Scienza

Trivellazione da record: svelati i misteri del terremoto del 2011 in Giappone

2025-01-11

Autore: Maria

Un team di scienziati guidato dalla Cornell University ha completato una straordinaria missione di perforazione nei fondali dell'Oceano Pacifico, finalmente svelando i segreti nascosti dietro il devastante terremoto di Tohoku, che nel 2011 ha colpito il Giappone. Utilizzando la nave di perforazione giapponese Chikyu, il gruppo è riuscito a raggiungere la faglia responsabile del sisma, a circa un chilometro sotto il letto dell'oceano.

«Ci troviamo a 7 chilometri di profondità e abbiamo perforato ulteriormente un chilometro sottoterra. Non molte navi nel mondo possono affrontare queste condizioni» ha commentato Patrick Fulton, professore associato di scienze della terra e dell'atmosfera alla Cornell Engineering e co-direttore del progetto.

Questa nuova spedizione, conosciuta come JTRACK (Tracking Tsunamigenic Slip Across the Japan Trench) e parte dell'International Ocean Discovery Program (IODP), segue un'importante iniziativa del 2012, in cui lo stesso Fulton e il suo team si recarono nella fossa del Giappone per analizzare le dinamiche di un terremoto di magnitudo 9.1, uno dei più potenti mai registrati nella storia.

Nel 2011, la faglia si era spostata di ben 50-60 metri, dando origine a un mare in tempesta che ha generato uno tsunami devastante. Le ricerche dell’epoca si sono concentrate sulle cause di una rottura così violenta. Fulton ha evidenziato che «nel 2012, nessuno aveva mai provato a perforare un chilometro sotto il fondale in acque così profonde, né a costruire un osservatorio per monitorare quella zona». Le scoperte includevano anomalie termiche dovute all'attrito sulla faglia, dimostrando così la sua vulnerabilità.

Dopo dodici anni, la nuova missione ha monitorato l'evoluzione di questi fenomeni. «La placca che scende si muove ancora di circa 10 centimetri all'anno. Vogliamo scoprire se ci sono punti di stallo e se la faglia sta accumulando stress sufficiente per generare un altro grande terremoto» ha aggiunto Fulton. Le tecnologie avanzate utilizzate oggi consentono un'analisi molto più dettagliata delle faglie e delle fratture formatesi nel tempo.

A settembre, un team di circa 150 persone, inclusi scienziati, ingegneri e operai, è tornato nel sito della missione precedente a bordo della Chikyu. L'importante sfida tecnica è stata quella di rientrare nel foro di perforazione preesistente. «Non abbiamo un telecomando per guidare la punta del trapano» ha spiegato Fulton. «L'intero tubo d'acciaio si comporta come uno spaghetto sotto la nave». Attraverso un sistema di fibre ottiche con luci, sonar e telecamera subacquea, il team ha manovrato con precisione per centrare il punto giusto.

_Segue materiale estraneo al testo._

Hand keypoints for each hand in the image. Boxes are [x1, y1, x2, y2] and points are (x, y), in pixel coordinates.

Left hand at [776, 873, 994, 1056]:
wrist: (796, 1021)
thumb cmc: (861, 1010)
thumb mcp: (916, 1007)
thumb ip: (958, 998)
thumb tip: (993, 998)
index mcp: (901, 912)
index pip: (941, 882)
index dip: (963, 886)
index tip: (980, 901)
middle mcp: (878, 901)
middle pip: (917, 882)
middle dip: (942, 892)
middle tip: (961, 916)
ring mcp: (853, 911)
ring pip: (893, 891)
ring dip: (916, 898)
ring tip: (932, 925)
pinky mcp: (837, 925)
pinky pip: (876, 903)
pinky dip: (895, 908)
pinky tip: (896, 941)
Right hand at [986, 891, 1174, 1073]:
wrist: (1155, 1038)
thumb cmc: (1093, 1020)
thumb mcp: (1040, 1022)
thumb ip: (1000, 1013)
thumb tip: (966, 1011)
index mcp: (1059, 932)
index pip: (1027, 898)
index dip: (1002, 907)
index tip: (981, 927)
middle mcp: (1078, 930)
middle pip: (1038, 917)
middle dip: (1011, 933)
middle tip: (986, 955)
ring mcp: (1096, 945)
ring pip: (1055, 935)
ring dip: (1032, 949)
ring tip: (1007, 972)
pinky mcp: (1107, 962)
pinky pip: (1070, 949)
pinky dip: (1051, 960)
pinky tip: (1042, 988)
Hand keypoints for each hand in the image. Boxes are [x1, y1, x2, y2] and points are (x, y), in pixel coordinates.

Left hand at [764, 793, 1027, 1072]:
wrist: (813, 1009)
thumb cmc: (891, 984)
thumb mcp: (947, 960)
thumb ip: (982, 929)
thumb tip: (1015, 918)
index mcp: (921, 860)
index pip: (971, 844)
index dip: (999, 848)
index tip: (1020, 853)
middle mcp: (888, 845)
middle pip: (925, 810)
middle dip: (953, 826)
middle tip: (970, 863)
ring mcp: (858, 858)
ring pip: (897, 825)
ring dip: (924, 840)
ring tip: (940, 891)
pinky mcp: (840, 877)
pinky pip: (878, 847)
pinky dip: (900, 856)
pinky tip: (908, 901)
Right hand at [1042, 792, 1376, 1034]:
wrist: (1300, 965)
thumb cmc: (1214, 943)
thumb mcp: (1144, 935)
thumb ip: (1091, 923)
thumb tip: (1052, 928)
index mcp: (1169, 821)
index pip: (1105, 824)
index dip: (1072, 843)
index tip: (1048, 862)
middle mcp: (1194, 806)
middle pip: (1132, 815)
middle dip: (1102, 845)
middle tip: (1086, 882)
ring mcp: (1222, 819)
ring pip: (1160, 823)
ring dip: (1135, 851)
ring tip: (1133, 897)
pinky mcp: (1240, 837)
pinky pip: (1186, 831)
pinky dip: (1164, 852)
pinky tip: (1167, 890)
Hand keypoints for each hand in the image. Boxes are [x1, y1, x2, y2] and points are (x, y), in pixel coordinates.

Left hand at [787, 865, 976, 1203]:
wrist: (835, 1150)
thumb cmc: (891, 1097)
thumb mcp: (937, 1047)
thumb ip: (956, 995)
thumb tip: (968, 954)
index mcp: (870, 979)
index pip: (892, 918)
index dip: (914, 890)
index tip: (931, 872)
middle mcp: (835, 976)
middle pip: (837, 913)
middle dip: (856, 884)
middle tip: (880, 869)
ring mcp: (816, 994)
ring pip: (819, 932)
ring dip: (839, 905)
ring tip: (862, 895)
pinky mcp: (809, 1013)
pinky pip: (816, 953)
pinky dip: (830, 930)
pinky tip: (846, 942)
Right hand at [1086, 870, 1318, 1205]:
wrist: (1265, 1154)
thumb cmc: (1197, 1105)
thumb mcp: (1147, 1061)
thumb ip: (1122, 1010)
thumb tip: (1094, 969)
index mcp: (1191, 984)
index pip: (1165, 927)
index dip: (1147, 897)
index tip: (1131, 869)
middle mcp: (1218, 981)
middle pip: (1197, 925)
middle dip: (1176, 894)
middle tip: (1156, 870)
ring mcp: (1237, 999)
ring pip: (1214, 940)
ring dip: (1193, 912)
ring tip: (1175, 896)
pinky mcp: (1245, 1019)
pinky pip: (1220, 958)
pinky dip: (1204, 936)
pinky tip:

Una volta rientrati nel foro, gli scienziati hanno perforato per oltre 900 metri lungo la faglia, costruendo e installando un nuovo osservatorio dotato di sensori ultrasensibili per monitorare il flusso di fluidi e il calore da attrito. «Stiamo cercando di comprendere meglio l'idrologia della zona di faglia», ha affermato Fulton, sottolineando l'importanza della relazione tra idrologia e comportamento sismico.

Per installare e recuperare questi sensori, è stato utilizzato un innovativo sistema di "imbuto capovolto" collegato alla testa del pozzo, consentendo di introdurre i sensori a profondità superiori a determinati limiti. Inoltre, il team ha prelevato carote di roccia dalla zona di faglia e dalla placca pacifica, e si prevede che i dati raccolti genereranno scoperte fondamentali nel campo della sismologia. Questa missione rappresenta un importante passo avanti nella comprensione dei terremoti e nella previsione di eventuali futuri eventi catastrofici.